Exercise directions: Please repeat the data exactly, leaving nothing out.

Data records
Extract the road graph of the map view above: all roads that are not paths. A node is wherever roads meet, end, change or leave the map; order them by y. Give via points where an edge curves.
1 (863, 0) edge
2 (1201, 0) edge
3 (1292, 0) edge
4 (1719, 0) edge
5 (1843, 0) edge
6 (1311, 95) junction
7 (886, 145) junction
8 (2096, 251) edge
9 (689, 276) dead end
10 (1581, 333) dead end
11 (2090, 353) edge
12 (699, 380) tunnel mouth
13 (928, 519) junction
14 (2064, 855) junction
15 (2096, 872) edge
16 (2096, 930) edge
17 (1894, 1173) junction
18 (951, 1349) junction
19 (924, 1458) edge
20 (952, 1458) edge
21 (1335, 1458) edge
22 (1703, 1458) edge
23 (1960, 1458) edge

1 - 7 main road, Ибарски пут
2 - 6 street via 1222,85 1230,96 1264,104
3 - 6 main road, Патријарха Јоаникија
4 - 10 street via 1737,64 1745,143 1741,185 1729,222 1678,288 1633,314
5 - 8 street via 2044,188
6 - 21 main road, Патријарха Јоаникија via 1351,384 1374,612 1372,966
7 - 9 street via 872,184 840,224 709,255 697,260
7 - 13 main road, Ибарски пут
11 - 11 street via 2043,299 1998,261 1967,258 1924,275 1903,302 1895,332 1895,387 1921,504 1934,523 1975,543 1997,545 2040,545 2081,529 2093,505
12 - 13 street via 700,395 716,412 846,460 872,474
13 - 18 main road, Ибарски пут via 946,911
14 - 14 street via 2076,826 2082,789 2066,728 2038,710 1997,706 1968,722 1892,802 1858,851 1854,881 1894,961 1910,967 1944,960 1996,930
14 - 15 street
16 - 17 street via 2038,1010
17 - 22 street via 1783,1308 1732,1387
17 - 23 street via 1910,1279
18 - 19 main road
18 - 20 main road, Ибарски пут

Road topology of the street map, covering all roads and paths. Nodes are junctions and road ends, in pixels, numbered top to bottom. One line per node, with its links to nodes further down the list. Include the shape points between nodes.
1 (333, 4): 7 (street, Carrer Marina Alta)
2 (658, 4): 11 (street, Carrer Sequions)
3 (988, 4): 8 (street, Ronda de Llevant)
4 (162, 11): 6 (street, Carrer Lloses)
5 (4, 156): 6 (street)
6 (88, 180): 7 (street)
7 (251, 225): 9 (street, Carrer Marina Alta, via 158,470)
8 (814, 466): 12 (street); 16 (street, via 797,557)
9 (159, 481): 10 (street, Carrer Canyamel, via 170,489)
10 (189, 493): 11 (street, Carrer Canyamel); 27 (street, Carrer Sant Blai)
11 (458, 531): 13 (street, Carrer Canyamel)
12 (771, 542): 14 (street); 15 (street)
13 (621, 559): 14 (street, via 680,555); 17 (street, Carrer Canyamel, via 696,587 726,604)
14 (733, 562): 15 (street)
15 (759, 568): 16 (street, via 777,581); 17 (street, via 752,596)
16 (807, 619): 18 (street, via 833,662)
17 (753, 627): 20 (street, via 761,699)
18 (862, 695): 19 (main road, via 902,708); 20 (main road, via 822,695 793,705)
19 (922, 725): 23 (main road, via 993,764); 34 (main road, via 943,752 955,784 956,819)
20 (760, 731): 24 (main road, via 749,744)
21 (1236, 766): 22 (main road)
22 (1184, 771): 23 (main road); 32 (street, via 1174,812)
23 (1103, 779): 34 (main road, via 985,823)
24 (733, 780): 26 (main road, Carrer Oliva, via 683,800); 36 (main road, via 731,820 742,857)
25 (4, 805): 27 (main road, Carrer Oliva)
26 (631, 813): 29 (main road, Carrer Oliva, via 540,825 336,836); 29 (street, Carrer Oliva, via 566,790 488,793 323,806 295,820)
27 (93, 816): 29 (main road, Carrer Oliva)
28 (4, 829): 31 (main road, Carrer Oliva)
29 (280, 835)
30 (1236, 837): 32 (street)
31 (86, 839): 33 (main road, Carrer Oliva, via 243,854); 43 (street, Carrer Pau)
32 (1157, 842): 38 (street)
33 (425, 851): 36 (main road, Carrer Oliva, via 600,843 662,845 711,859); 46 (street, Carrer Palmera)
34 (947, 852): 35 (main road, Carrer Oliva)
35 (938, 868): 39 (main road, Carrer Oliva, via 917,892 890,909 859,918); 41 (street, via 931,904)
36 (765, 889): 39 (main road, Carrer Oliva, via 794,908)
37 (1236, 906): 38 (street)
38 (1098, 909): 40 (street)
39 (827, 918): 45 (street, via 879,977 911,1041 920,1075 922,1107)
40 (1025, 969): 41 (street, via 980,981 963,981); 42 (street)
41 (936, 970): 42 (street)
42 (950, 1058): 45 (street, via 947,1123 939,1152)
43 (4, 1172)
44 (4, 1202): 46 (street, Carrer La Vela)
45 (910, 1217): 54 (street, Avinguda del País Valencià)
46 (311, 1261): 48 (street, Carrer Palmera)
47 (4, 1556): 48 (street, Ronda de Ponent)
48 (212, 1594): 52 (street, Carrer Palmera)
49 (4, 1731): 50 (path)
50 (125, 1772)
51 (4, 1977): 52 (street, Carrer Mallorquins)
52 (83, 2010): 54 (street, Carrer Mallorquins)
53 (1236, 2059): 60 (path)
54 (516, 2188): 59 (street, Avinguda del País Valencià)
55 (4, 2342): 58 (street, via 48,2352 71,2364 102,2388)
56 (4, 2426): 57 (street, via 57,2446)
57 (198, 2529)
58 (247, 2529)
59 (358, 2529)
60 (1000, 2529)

Response area:
Extract the road graph of the map view above: all roads that are not paths. A node is wherever roads meet, end, change or leave the map; order them by y. Give via points where an edge curves.
1 (863, 0) edge
2 (1201, 0) edge
3 (1292, 0) edge
4 (1719, 0) edge
5 (1843, 0) edge
6 (1311, 95) junction
7 (886, 145) junction
8 (2096, 251) edge
9 (689, 276) dead end
10 (1581, 333) dead end
11 (2090, 353) edge
12 (699, 380) tunnel mouth
13 (928, 519) junction
14 (2064, 855) junction
15 (2096, 872) edge
16 (2096, 930) edge
17 (1894, 1173) junction
18 (951, 1349) junction
19 (924, 1458) edge
20 (952, 1458) edge
21 (1335, 1458) edge
22 (1703, 1458) edge
23 (1960, 1458) edge

1 - 7 main road, Ибарски пут
2 - 6 street via 1222,85 1230,96 1264,104
3 - 6 main road, Патријарха Јоаникија
4 - 10 street via 1737,64 1745,143 1741,185 1729,222 1678,288 1633,314
5 - 8 street via 2044,188
6 - 21 main road, Патријарха Јоаникија via 1351,384 1374,612 1372,966
7 - 9 street via 872,184 840,224 709,255 697,260
7 - 13 main road, Ибарски пут
11 - 11 street via 2043,299 1998,261 1967,258 1924,275 1903,302 1895,332 1895,387 1921,504 1934,523 1975,543 1997,545 2040,545 2081,529 2093,505
12 - 13 street via 700,395 716,412 846,460 872,474
13 - 18 main road, Ибарски пут via 946,911
14 - 14 street via 2076,826 2082,789 2066,728 2038,710 1997,706 1968,722 1892,802 1858,851 1854,881 1894,961 1910,967 1944,960 1996,930
14 - 15 street
16 - 17 street via 2038,1010
17 - 22 street via 1783,1308 1732,1387
17 - 23 street via 1910,1279
18 - 19 main road
18 - 20 main road, Ибарски пут

Road topology of the street map, covering all roads and paths. Nodes are junctions and road ends, in pixels, numbered top to bottom. One line per node, with its links to nodes further down the list. Include the shape points between nodes.
1 (333, 4): 7 (street, Carrer Marina Alta)
2 (658, 4): 11 (street, Carrer Sequions)
3 (988, 4): 8 (street, Ronda de Llevant)
4 (162, 11): 6 (street, Carrer Lloses)
5 (4, 156): 6 (street)
6 (88, 180): 7 (street)
7 (251, 225): 9 (street, Carrer Marina Alta, via 158,470)
8 (814, 466): 12 (street); 16 (street, via 797,557)
9 (159, 481): 10 (street, Carrer Canyamel, via 170,489)
10 (189, 493): 11 (street, Carrer Canyamel); 27 (street, Carrer Sant Blai)
11 (458, 531): 13 (street, Carrer Canyamel)
12 (771, 542): 14 (street); 15 (street)
13 (621, 559): 14 (street, via 680,555); 17 (street, Carrer Canyamel, via 696,587 726,604)
14 (733, 562): 15 (street)
15 (759, 568): 16 (street, via 777,581); 17 (street, via 752,596)
16 (807, 619): 18 (street, via 833,662)
17 (753, 627): 20 (street, via 761,699)
18 (862, 695): 19 (main road, via 902,708); 20 (main road, via 822,695 793,705)
19 (922, 725): 23 (main road, via 993,764); 34 (main road, via 943,752 955,784 956,819)
20 (760, 731): 24 (main road, via 749,744)
21 (1236, 766): 22 (main road)
22 (1184, 771): 23 (main road); 32 (street, via 1174,812)
23 (1103, 779): 34 (main road, via 985,823)
24 (733, 780): 26 (main road, Carrer Oliva, via 683,800); 36 (main road, via 731,820 742,857)
25 (4, 805): 27 (main road, Carrer Oliva)
26 (631, 813): 29 (main road, Carrer Oliva, via 540,825 336,836); 29 (street, Carrer Oliva, via 566,790 488,793 323,806 295,820)
27 (93, 816): 29 (main road, Carrer Oliva)
28 (4, 829): 31 (main road, Carrer Oliva)
29 (280, 835)
30 (1236, 837): 32 (street)
31 (86, 839): 33 (main road, Carrer Oliva, via 243,854); 43 (street, Carrer Pau)
32 (1157, 842): 38 (street)
33 (425, 851): 36 (main road, Carrer Oliva, via 600,843 662,845 711,859); 46 (street, Carrer Palmera)
34 (947, 852): 35 (main road, Carrer Oliva)
35 (938, 868): 39 (main road, Carrer Oliva, via 917,892 890,909 859,918); 41 (street, via 931,904)
36 (765, 889): 39 (main road, Carrer Oliva, via 794,908)
37 (1236, 906): 38 (street)
38 (1098, 909): 40 (street)
39 (827, 918): 45 (street, via 879,977 911,1041 920,1075 922,1107)
40 (1025, 969): 41 (street, via 980,981 963,981); 42 (street)
41 (936, 970): 42 (street)
42 (950, 1058): 45 (street, via 947,1123 939,1152)
43 (4, 1172)
44 (4, 1202): 46 (street, Carrer La Vela)
45 (910, 1217): 54 (street, Avinguda del País Valencià)
46 (311, 1261): 48 (street, Carrer Palmera)
47 (4, 1556): 48 (street, Ronda de Ponent)
48 (212, 1594): 52 (street, Carrer Palmera)
49 (4, 1731): 50 (path)
50 (125, 1772)
51 (4, 1977): 52 (street, Carrer Mallorquins)
52 (83, 2010): 54 (street, Carrer Mallorquins)
53 (1236, 2059): 60 (path)
54 (516, 2188): 59 (street, Avinguda del País Valencià)
55 (4, 2342): 58 (street, via 48,2352 71,2364 102,2388)
56 (4, 2426): 57 (street, via 57,2446)
57 (198, 2529)
58 (247, 2529)
59 (358, 2529)
60 (1000, 2529)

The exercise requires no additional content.